Among the entries below, how many lines include the word "Ryto"? Reply with only the number.

--- Data Enclosed Below ---

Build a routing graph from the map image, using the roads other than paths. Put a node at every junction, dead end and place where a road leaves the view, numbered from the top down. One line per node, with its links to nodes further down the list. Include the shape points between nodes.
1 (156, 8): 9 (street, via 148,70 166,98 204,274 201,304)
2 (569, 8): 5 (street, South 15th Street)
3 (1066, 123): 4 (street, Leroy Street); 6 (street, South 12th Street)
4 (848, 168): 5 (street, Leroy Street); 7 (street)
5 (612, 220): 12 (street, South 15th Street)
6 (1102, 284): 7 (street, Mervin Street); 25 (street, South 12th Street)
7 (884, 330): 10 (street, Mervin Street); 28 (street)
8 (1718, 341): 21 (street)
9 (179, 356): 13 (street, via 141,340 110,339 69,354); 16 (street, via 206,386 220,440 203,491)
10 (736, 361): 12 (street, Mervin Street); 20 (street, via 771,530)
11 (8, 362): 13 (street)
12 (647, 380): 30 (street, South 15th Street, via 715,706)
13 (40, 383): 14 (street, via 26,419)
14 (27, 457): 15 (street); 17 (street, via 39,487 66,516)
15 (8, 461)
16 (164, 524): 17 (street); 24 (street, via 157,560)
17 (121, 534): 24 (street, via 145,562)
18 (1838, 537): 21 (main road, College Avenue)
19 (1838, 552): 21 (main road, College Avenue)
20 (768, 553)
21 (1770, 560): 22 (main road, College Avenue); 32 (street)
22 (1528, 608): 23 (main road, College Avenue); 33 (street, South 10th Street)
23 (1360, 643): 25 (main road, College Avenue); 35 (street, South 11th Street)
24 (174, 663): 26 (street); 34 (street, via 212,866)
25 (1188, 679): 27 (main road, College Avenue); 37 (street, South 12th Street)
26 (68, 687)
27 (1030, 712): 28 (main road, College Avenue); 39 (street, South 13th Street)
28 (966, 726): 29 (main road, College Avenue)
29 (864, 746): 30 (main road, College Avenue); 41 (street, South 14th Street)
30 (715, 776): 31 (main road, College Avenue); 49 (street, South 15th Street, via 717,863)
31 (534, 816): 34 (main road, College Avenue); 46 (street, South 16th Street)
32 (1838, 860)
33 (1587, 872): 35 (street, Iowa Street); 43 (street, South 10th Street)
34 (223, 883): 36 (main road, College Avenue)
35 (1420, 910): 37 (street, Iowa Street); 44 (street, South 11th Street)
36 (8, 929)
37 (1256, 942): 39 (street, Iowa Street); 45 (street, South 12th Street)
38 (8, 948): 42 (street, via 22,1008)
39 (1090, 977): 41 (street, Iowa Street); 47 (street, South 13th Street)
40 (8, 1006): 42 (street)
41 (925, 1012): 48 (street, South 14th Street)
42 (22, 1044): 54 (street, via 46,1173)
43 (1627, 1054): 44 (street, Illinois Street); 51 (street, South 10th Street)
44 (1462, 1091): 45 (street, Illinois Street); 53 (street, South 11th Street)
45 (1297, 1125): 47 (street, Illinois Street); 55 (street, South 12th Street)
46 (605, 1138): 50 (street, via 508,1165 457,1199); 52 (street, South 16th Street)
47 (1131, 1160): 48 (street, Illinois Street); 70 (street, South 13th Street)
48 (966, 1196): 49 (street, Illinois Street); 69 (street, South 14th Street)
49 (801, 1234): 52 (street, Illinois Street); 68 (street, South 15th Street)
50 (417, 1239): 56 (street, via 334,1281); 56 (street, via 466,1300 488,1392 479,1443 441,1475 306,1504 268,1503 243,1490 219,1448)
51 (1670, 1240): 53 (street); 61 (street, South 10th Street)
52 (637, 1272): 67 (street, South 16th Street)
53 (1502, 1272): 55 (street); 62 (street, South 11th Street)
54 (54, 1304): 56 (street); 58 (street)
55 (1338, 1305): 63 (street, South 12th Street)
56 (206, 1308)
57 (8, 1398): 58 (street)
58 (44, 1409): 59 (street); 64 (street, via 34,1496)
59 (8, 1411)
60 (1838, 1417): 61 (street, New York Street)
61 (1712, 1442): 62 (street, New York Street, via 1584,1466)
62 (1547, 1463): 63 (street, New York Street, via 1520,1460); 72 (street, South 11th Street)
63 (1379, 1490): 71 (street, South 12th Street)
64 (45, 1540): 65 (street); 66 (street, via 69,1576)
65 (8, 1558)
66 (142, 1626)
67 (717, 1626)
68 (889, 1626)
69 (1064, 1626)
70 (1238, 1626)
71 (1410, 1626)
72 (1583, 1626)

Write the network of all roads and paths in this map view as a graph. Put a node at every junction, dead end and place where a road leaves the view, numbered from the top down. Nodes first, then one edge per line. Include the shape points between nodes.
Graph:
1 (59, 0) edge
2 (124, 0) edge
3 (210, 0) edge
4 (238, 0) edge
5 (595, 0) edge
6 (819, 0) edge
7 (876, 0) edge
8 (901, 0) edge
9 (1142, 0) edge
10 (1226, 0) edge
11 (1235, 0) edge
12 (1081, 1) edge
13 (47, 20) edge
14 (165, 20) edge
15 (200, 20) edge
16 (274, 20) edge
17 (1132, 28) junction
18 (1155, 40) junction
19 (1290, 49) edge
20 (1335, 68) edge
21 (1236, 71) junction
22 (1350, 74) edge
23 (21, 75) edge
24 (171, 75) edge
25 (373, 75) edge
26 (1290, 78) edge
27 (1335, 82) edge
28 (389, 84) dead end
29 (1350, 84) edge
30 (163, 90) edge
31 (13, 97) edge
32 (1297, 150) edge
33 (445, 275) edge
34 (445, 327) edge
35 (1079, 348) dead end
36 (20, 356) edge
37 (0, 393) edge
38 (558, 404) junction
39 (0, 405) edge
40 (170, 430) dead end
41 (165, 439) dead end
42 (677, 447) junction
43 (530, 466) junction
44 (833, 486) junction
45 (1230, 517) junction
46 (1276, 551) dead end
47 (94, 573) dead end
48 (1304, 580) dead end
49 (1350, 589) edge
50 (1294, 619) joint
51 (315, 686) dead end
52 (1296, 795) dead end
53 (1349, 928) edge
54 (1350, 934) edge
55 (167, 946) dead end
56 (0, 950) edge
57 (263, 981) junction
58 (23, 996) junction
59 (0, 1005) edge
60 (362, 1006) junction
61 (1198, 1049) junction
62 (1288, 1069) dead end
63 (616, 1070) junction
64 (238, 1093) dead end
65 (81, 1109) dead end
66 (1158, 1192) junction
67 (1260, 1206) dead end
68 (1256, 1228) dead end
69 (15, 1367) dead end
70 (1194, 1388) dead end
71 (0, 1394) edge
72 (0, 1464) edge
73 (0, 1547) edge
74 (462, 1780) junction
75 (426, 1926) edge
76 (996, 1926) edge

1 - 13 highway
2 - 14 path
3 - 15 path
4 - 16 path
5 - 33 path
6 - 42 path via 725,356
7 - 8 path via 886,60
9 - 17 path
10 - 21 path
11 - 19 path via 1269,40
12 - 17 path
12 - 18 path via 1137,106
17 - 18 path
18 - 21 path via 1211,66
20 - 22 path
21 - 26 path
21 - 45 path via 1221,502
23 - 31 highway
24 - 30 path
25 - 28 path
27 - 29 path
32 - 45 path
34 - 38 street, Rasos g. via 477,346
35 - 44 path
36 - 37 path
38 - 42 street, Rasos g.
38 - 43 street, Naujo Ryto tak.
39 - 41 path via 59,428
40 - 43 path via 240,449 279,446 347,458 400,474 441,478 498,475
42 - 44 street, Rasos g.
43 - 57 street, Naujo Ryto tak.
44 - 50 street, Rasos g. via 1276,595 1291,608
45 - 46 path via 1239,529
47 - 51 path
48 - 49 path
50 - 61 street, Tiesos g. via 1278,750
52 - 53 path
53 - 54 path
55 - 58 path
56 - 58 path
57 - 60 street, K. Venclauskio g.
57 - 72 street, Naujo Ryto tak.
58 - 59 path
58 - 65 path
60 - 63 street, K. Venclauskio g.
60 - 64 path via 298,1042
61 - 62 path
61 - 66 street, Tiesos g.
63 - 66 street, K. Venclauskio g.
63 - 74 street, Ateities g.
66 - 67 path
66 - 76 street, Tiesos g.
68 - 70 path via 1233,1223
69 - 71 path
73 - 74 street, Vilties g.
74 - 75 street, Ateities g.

--- End of Enclosed Data ---

> **Solution below**: 3